Juhani Silvola – Post-biological wildlife

by 5:4

We might call it “conjectural anthropology”. What i’m referring to here is music (or any art, for that matter) that seeks to fabricate and/or otherwise be inspired by fictitious notions of organic life and activity. We find examples of this in, among other places, the strange electronic languages being uttered in the two volumes of Rashad Becker’s Traditional Music of Notional Species, in the wildly theatrical simulated-ethnographic rituals and dances of Paul Dolden’s Histoires d’histoire, and in the dual attempt to question and (re)invent an ancient magic in Gabriel Dharmoo’s Futile Spells. While none of these works seeks to effect real plausibility – focusing instead on the inherent joy arising from playing fast and loose with conceits of pseudo-reality – it’s surprising how effective and authentic they can feel, and as a consequence, how much we want them to be real. Similar feelings arise when listening to Post-biological wildlife, the latest album from Norwegian composer Juhani Silvola.

Rather than conceptualising a long-distant past, Silvola’s outlook is staunchly forward, looking ahead to a futuristic vision that may or may not involve people. Or, at least, ‘people’ as we currently understand the term: the “post-biology” at play here is evidently a convoluted amalgam of human, animal and machine elements. Opening track ‘Ritualrytmikk’ (itself a lexicological amalgam) brings together an assortment of percussive taps and beats amidst electronic blips and bleeps such that the distinction between them, though always evident, seems irrelevant. Occasionally surrounded by deep gongs and high chimes, the ritual aspect of the music is articulated with ice-cold simplicity and clarity, forming a nice counterpoint to the capricious irregularity of its rhythmic patterns. More relaxed but connected in parallel, ’20th Century Meditation’ turns metric regularity into a steady state textural foundation over which gentle plinky-plonky melodic fragments meander. As such, it evokes the progenitors of ambient music (hinted at in both parts of its title, “20th Century” and “Meditation”) while sounding unequivocally new. The title track is equally committed to just a single idea, setting up a habitat within which ersatz bird- and insect-sounds proliferate, joined later by gusts generated by an artificial storm.
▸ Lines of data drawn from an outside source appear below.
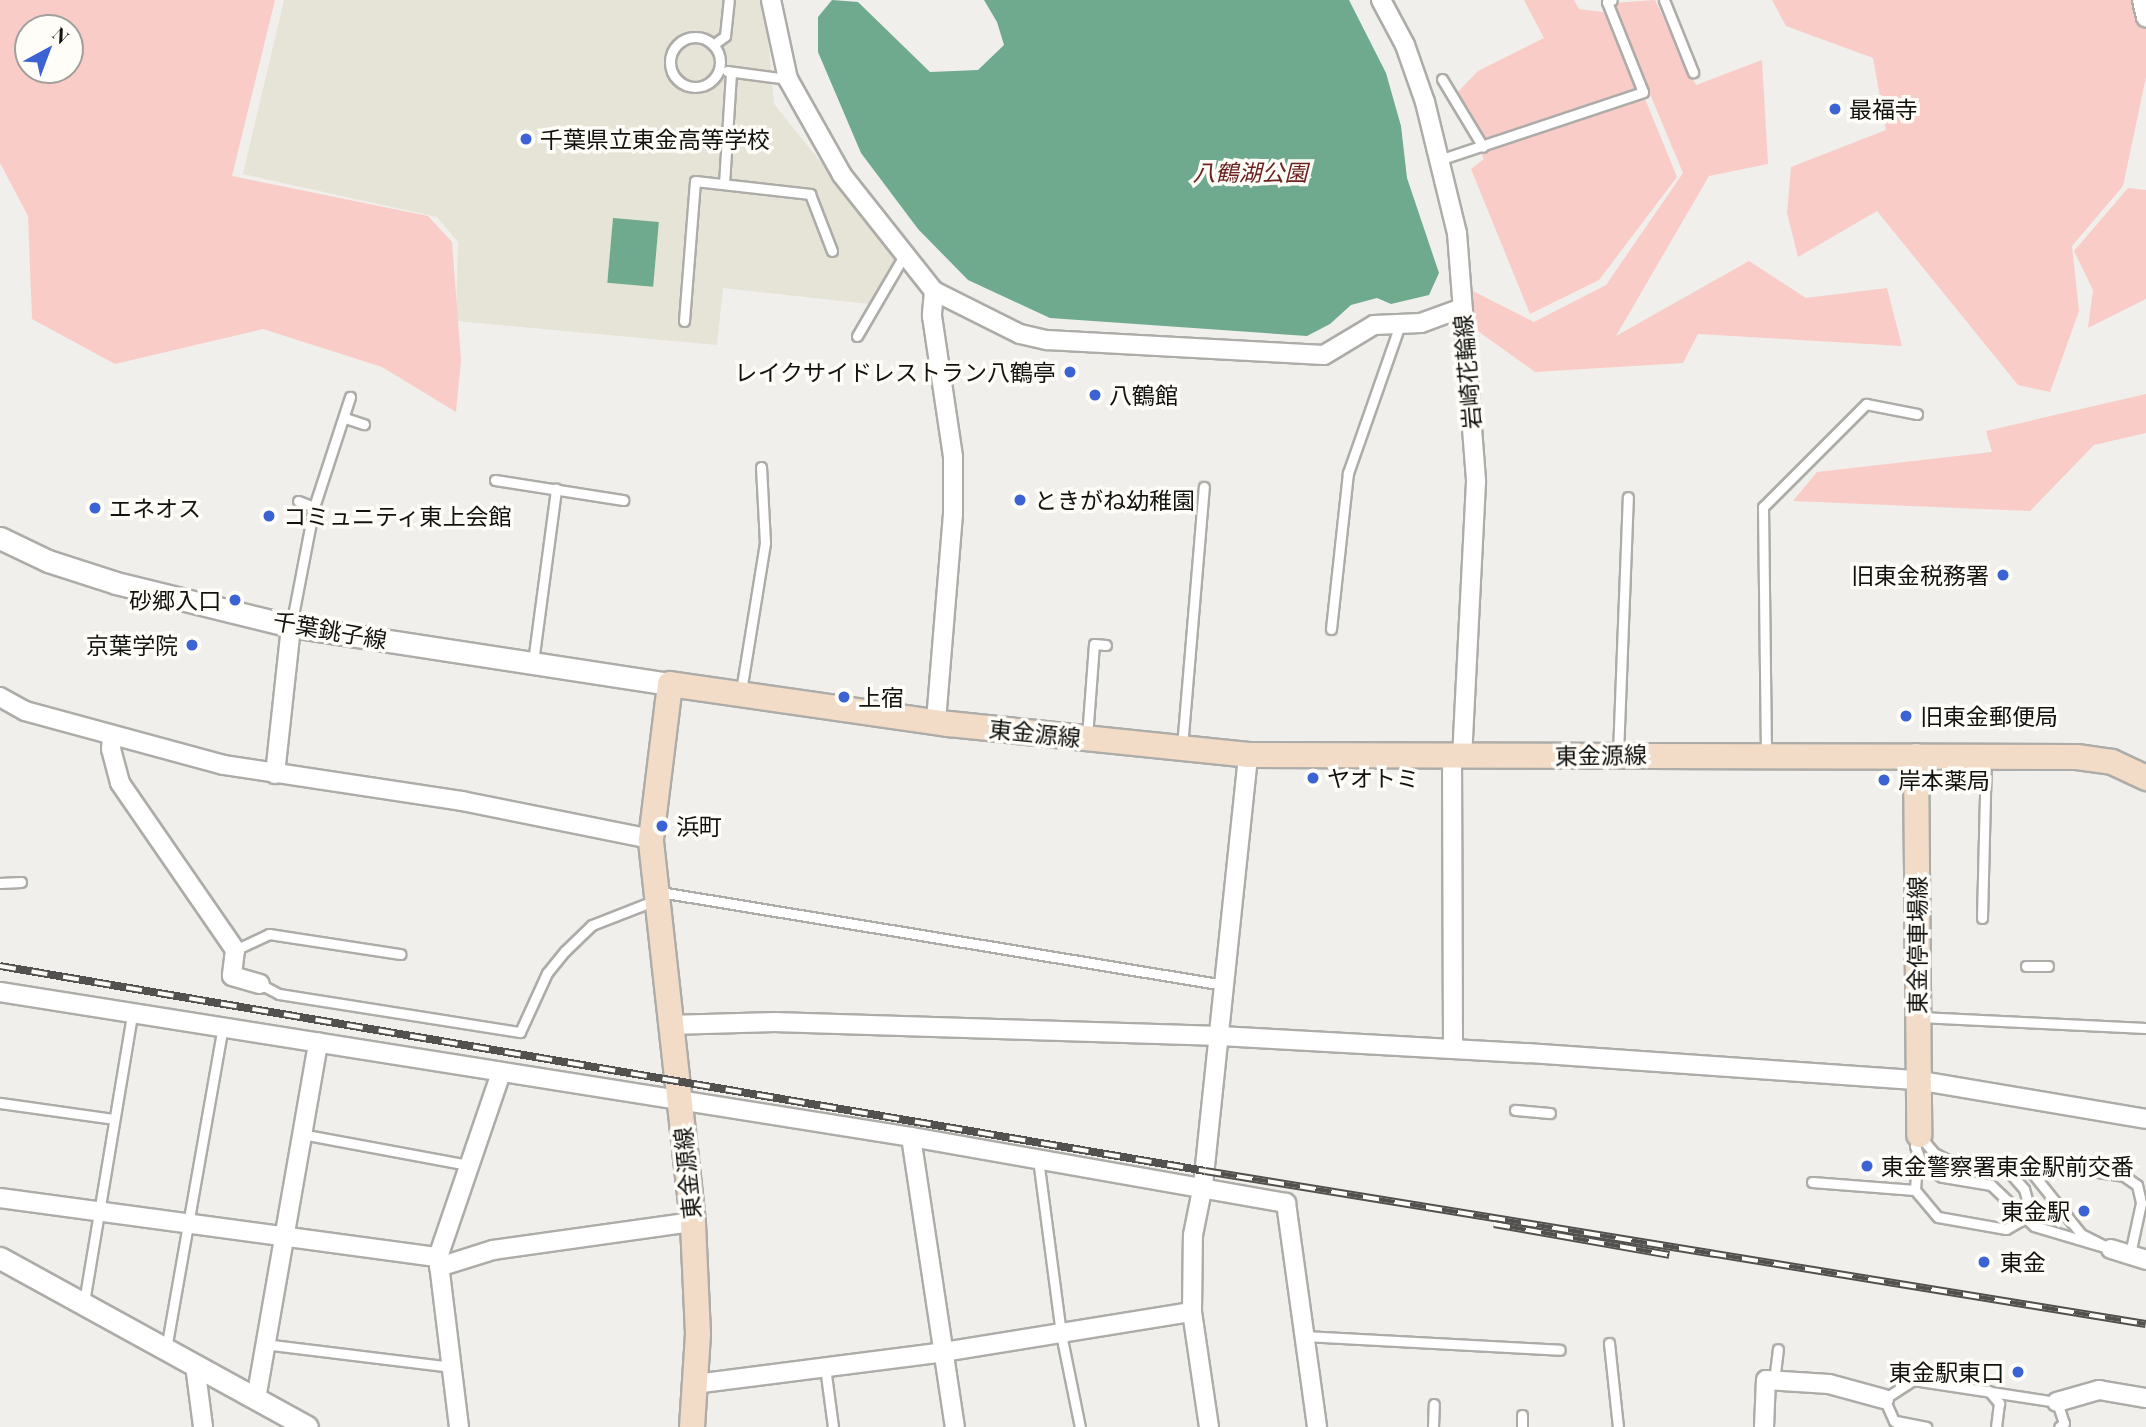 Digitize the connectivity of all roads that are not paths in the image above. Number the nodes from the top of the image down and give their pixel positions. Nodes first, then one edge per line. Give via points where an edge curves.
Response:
1 (729, 0) edge
2 (771, 0) edge
3 (1381, 0) edge
4 (1612, 0) edge
5 (1664, 0) edge
6 (2142, 0) edge
7 (2146, 19) edge
8 (713, 45) junction
9 (719, 70) junction
10 (731, 72) junction
11 (1693, 72) dead end
12 (788, 79) junction
13 (1442, 79) dead end
14 (1483, 147) junction
15 (1437, 160) junction
16 (724, 184) junction
17 (832, 251) dead end
18 (905, 254) junction
19 (934, 291) junction
20 (1462, 308) junction
21 (684, 321) dead end
22 (1399, 327) junction
23 (857, 337) dead end
24 (350, 397) dead end
25 (1917, 414) dead end
26 (345, 418) junction
27 (364, 424) dead end
28 (761, 467) dead end
29 (495, 480) dead end
30 (1204, 487) dead end
31 (556, 489) junction
32 (1628, 497) dead end
33 (623, 500) dead end
34 (298, 501) dead end
35 (314, 507) junction
36 (0, 538) edge
37 (291, 626) junction
38 (1331, 629) dead end
39 (1106, 645) dead end
40 (533, 663) junction
41 (670, 684) junction
42 (740, 695) junction
43 (0, 699) edge
44 (936, 722) junction
45 (112, 736) junction
46 (1086, 738) junction
47 (1182, 748) junction
48 (1766, 753) junction
49 (1248, 755) junction
50 (1618, 755) junction
51 (1457, 756) junction
52 (1916, 756) junction
53 (1986, 757) junction
54 (275, 774) junction
55 (2146, 778) edge
56 (651, 839) junction
57 (21, 882) dead end
58 (0, 883) edge
59 (657, 896) junction
60 (1982, 918) dead end
61 (235, 950) junction
62 (400, 954) dead end
63 (2026, 966) dead end
64 (2049, 966) dead end
65 (260, 984) joint
66 (1224, 985) junction
67 (0, 992) edge
68 (132, 1014) junction
69 (1917, 1017) junction
70 (669, 1025) junction
71 (223, 1027) junction
72 (2146, 1028) edge
73 (1220, 1035) junction
74 (318, 1042) junction
75 (1453, 1049) junction
76 (501, 1073) junction
77 (1916, 1080) junction
78 (679, 1100) junction
79 (0, 1103) edge
80 (1515, 1110) dead end
81 (1550, 1113) dead end
82 (114, 1119) junction
83 (2146, 1119) edge
84 (301, 1134) junction
85 (1919, 1135) junction
86 (911, 1137) junction
87 (1038, 1158) junction
88 (469, 1165) junction
89 (1923, 1165) junction
90 (2003, 1165) junction
91 (2029, 1169) junction
92 (1812, 1182) dead end
93 (1203, 1185) junction
94 (1915, 1190) junction
95 (0, 1198) edge
96 (98, 1210) junction
97 (2023, 1219) junction
98 (189, 1222) junction
99 (693, 1222) junction
100 (282, 1236) junction
101 (2111, 1249) junction
102 (2138, 1257) edge
103 (0, 1258) edge
104 (438, 1262) junction
105 (84, 1304) junction
106 (1192, 1312) junction
107 (1060, 1334) junction
108 (1304, 1336) junction
109 (1609, 1343) dead end
110 (264, 1344) junction
111 (166, 1349) junction
112 (1778, 1349) dead end
113 (1560, 1350) dead end
114 (944, 1352) junction
115 (195, 1365) junction
116 (452, 1367) junction
117 (825, 1367) junction
118 (1774, 1381) junction
119 (695, 1384) junction
120 (1989, 1391) junction
121 (2146, 1398) edge
122 (256, 1399) junction
123 (1884, 1399) junction
124 (2057, 1402) junction
125 (1434, 1404) dead end
126 (1522, 1415) dead end
127 (1894, 1421) junction
128 (203, 1427) edge
129 (307, 1427) edge
130 (459, 1427) edge
131 (692, 1427) edge
132 (832, 1427) edge
133 (956, 1427) edge
134 (1080, 1427) edge
135 (1209, 1427) edge
136 (1317, 1427) edge
137 (1433, 1427) edge
138 (1522, 1427) edge
139 (1618, 1427) edge
140 (1764, 1427) edge
141 (1902, 1427) edge
142 (1926, 1427) edge
143 (1996, 1427) edge
144 (2059, 1427) edge

1 - 8 lane via 725,36
2 - 12 street
3 - 15 street, 岩崎花輪線 via 1418,79
4 - 14 lane via 1607,2 1643,92
5 - 11 lane
6 - 7 street
8 - 9 lane
8 - 9 lane via 698,37 681,41 671,55 671,72 692,87 708,83
9 - 10 lane
10 - 12 lane
10 - 16 lane
12 - 18 street via 842,175
13 - 14 lane
14 - 15 lane
15 - 20 street, 岩崎花輪線 via 1457,233
16 - 17 lane via 810,194
16 - 21 lane via 695,181
18 - 19 street
18 - 23 lane
19 - 22 street via 1020,334 1047,340 1324,355 1374,325
19 - 44 street via 932,316 953,457 953,514
20 - 22 street
20 - 51 street, 岩崎花輪線 via 1476,482
22 - 38 lane via 1348,473
24 - 26 lane
25 - 48 lane via 1866,404 1763,507
26 - 27 lane
26 - 35 lane
28 - 42 lane via 765,543
29 - 31 lane
30 - 47 lane
31 - 33 lane
31 - 40 lane
32 - 50 lane
34 - 35 lane
35 - 37 lane
36 - 37 street, 千葉銚子線 via 48,561 116,583
37 - 40 street, 千葉銚子線
37 - 54 street
39 - 46 lane via 1094,644
40 - 41 street, 千葉銚子線
41 - 42 main road, 東金源線
41 - 56 main road, 東金源線
42 - 44 main road, 東金源線
43 - 45 street via 24,711
44 - 46 main road, 東金源線
45 - 54 street
45 - 61 street via 120,783
46 - 47 main road, 東金源線
47 - 49 main road, 東金源線
48 - 50 main road, 東金源線
48 - 52 main road, 東金源線
49 - 51 main road, 東金源線
49 - 66 street
50 - 51 main road, 東金源線
51 - 75 street, 岩崎花輪線
52 - 53 main road, 東金源線
52 - 69 main road, 東金停車場線
53 - 55 main road, 東金源線 via 2093,758
53 - 60 lane
54 - 56 street via 462,801
56 - 59 main road, 東金源線
57 - 58 lane
59 - 65 lane via 592,925 565,951 547,973 520,1032 279,994
59 - 66 lane
59 - 70 main road, 東金源線
61 - 62 lane via 269,934
61 - 65 street via 232,976
63 - 64 lane
66 - 73 street
67 - 68 street
68 - 71 street
68 - 82 lane
69 - 72 lane
69 - 77 main road, 東金停車場線
70 - 73 street via 775,1022
70 - 78 main road, 東金源線
71 - 74 street
71 - 98 lane
73 - 75 street
73 - 93 street
74 - 76 street
74 - 84 street
75 - 77 street
76 - 78 street
76 - 88 street
77 - 83 street
77 - 85 main road, 東金停車場線
78 - 86 street
78 - 99 main road, 東金源線
79 - 82 lane
80 - 81 lane
82 - 96 lane
84 - 88 lane
84 - 100 street
85 - 89 lane via 1915,1146
85 - 90 lane via 1934,1153 1950,1161
86 - 87 street
86 - 114 street
87 - 93 street
87 - 107 lane
88 - 104 street
89 - 94 lane via 1916,1175
89 - 97 lane via 1942,1177 1991,1185
90 - 91 lane
90 - 97 lane via 2024,1189 2028,1203
91 - 101 lane via 2081,1234
91 - 102 lane via 2105,1171 2124,1175 2137,1185 2141,1203
92 - 94 lane
93 - 106 street via 1193,1235
93 - 108 street via 1286,1203
94 - 97 lane via 1938,1217 2006,1229
95 - 96 street
96 - 98 street
96 - 105 lane
97 - 101 lane via 2092,1247
98 - 100 street
98 - 111 lane
99 - 104 street
99 - 119 main road, 東金源線
100 - 104 street
100 - 110 street
101 - 102 street
103 - 105 street
104 - 116 street
105 - 111 street
106 - 107 street
106 - 135 street
107 - 114 street
107 - 134 lane
108 - 113 lane
108 - 136 street
109 - 139 lane
110 - 116 lane
110 - 122 street
111 - 115 street
112 - 118 lane
114 - 117 street
114 - 133 street
115 - 122 street
115 - 128 street
116 - 130 street
117 - 119 street
117 - 132 lane
118 - 123 street via 1829,1384
118 - 140 street via 1766,1380
119 - 131 main road, 東金源線
120 - 123 lane via 1913,1380
120 - 124 lane
120 - 143 lane via 1999,1403
121 - 124 street via 2099,1390
122 - 129 street
123 - 127 lane
124 - 144 lane via 2064,1423
125 - 137 lane
126 - 138 lane
127 - 141 lane
127 - 142 lane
Aside from this track, the rest of the album, despite its overall name, generally resists such direct invocations of organic life in favour of soundscapes indicative or descriptive of how such life might be enacted, or the nature of the environment they inhabit. Two tracks, ‘Speculative Phonography, pt. 1’ and ‘Vaster Than Empires’, do this from opposite directions. The former is something akin to a counterfeit field recording, not simply because of the nature of its sound elements – including wind, rain and water, alongside less identifiable scratchings and clatter – but in the strikingly hands-off way the piece unfolds. One of the longest tracks on the album, its development is sufficiently slow that at times it’s as if one had been transported into Silvola’s imaginary world and were simply listening to events playing out naturally. It is a construct, though, a fact made most abundantly clear in a culminating sequence of pounding metric thuds, heard in bursts interspersed with some uncanny-valley renditions of birdsong. ‘Vaster Than Empires’, by contrast, rather than being a seeming by-product of this imaginary world instead steps outside it, acting like a kind of non-diegetic slice of soundtrack. It breaks away from the timbral ambiguity heard elsewhere, obviously drawing on the sounds of a Hardanger fiddle (performed by Silvola’s wife, Sarah-Jane Summers) as the basis for its music. While that makes it the most immediate of these six tracks, it’s also the most volatile, moving violently back-and-forth between low episodes of friction and violent explosions, soft creaks and juddering soundmasses.

Most direct of all in its biotech allusions is ‘Machines of Loving Grace’ (the title of which evokes both the optimism of Richard Brautigan’s original poem and the pessimism of Adam Curtis’ documentary series), where alternately growling and shrill pitches suggest a dial being wildly rotated on dated electronic equipment, in the process becoming caked in distortion. This is to an extent balanced by gentle drones and light tickling sounds – suggesting diverse forms of abstract organisms – though these are something of an interlude within glowering walls of throbbing noise, creating an interplay between regularity and uncertainty, redolent of the collision – or should that be melding? – between machine-like and organic sonic forces.

Post-biological wildlife is a beautifully strange and evocative album, often so vivid that its soundworld becomes all-immersive, like strapping on a virtual reality headset. Despite the dour presentation of the album’s artwork – draped in near-black, adorned only with a night photo looking towards thin trees – there’s little about it that seems overtly dystopian. Juhani Silvola’s futuristic vision is full of clunk and crunch, squawk and squall, but ultimately conveys a mix of equally frail analogue tech and organic entities existing in an intimate symbiosis.

Released earlier this year on Silvola’s own Eighth Nerve Audio label, Post-biological wildlife is available on CD and download.